In that regard, it is telling that when Egyptian defense minister ‘Abd al-Fattah al-Sisi read the army’s statement announcing that President Mursi was deposed on national television, among the people shown by the camera as seated beside him were former director general of the UN’s International Atomic Energy Agency, Mohamed ElBaradei, and the Coptic pope Tawadros II. This image of al-Sisi with the seated leaders of Egyptian society sends a clear message that free Egyptian society will be welcoming of secularists and of Christians. The placing of Mursi and several other Muslim Brotherhood leaders into “political isolation” (an odd euphemism for military arrest) sends a clear message that free Egyptian society will not be welcoming to Brotherhood-brand Islamist policies. The lack of any women depicted in the video of al-Sisi reading the army’s statement (here in Arabic) was hardly a surprise, but itself reinforces the possibility that free Egyptian society may be a man’s world.

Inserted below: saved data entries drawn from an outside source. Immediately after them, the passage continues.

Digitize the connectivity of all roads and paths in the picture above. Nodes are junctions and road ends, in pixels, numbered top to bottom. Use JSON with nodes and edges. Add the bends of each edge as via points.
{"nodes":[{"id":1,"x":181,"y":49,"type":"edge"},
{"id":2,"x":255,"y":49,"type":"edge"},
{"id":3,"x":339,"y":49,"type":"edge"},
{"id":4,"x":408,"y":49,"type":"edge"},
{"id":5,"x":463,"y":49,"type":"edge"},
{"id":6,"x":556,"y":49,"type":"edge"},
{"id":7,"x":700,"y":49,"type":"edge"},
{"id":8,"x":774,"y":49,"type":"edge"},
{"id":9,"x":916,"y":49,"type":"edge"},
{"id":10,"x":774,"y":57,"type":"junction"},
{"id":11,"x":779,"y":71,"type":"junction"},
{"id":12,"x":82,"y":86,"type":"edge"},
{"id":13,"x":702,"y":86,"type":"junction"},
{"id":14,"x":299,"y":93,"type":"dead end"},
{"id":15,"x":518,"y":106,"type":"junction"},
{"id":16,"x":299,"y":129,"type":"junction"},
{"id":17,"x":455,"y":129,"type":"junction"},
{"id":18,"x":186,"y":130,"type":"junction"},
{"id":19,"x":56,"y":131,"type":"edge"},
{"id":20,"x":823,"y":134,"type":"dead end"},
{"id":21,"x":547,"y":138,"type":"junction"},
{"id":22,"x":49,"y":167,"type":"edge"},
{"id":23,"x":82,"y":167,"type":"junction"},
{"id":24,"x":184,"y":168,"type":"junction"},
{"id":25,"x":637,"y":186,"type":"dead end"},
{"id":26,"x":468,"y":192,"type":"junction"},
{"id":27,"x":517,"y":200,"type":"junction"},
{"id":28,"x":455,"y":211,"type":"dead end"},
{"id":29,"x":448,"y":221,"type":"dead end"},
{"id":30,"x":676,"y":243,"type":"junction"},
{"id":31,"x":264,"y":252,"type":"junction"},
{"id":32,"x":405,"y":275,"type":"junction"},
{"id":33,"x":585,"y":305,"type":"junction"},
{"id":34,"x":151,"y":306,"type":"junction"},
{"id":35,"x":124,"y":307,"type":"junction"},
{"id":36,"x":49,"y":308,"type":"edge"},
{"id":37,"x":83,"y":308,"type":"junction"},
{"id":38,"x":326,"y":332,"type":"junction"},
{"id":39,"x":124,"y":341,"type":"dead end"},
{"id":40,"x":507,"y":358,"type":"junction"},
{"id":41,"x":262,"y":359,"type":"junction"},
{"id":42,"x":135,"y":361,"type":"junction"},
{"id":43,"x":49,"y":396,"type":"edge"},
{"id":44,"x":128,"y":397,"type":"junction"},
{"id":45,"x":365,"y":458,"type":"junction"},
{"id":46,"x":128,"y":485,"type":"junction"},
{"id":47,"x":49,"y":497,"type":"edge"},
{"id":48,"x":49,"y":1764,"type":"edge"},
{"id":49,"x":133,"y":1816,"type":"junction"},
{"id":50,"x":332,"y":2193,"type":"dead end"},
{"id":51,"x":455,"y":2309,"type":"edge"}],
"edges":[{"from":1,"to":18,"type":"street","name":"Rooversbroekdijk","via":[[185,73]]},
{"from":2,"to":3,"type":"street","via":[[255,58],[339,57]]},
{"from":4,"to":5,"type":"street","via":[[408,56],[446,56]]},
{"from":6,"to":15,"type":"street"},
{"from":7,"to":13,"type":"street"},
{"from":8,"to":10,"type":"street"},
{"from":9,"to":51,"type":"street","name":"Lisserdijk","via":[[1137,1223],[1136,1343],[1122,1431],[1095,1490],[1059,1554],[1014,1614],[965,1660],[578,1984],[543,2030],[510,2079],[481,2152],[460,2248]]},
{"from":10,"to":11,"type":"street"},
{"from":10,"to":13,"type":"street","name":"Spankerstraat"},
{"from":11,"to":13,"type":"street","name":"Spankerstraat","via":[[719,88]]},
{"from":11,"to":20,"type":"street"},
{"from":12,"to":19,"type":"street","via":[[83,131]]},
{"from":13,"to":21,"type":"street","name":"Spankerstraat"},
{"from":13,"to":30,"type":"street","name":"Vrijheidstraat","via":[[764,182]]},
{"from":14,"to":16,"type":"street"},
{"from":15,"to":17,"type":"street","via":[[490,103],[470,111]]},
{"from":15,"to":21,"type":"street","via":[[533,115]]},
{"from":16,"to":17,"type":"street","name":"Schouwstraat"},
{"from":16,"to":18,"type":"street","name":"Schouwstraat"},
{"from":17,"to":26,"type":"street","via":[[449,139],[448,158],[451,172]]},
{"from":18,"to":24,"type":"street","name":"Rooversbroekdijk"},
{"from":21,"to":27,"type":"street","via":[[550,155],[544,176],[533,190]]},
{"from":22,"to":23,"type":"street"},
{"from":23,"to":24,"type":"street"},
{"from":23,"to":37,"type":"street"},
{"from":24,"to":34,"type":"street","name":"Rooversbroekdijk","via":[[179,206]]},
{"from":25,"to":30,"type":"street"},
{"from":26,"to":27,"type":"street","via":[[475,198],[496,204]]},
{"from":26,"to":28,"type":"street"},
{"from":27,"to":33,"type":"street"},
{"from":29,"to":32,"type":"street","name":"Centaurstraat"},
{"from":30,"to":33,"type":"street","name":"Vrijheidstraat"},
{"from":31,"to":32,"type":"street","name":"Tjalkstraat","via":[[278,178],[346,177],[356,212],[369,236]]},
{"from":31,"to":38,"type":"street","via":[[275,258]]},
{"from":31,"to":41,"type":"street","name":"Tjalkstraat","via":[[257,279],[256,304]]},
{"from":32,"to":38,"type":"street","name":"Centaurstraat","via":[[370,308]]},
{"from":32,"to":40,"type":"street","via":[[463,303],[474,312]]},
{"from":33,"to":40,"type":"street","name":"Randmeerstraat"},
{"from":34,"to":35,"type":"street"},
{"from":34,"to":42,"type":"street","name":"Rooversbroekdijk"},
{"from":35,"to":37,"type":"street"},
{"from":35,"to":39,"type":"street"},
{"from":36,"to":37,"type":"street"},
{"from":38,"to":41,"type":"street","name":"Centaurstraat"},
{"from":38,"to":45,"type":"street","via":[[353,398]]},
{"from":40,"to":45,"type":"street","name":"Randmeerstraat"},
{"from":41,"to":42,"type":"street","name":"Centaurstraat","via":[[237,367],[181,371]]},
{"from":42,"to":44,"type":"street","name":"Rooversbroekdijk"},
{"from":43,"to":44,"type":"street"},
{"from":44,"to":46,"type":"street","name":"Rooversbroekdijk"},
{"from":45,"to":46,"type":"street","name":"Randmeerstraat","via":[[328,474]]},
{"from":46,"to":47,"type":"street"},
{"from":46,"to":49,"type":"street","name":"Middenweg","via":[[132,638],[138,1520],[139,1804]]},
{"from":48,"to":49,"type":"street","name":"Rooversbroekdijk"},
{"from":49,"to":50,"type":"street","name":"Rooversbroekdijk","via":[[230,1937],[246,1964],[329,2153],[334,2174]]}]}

The individuals depicted in that video, broadcast alive across the country and onto big screens in Tahrir Square, is no accident: the army has taken a stand on what free Egyptian society should look like, who should be excluded and who included, and who should stand at the podium speaking for all Egypt (namely the defense minister al-Sisi himself). It remains to be seen whether Egyptians accept the army’s definition of Egyptian freedom, or rather which Egyptians accept it and to what degree.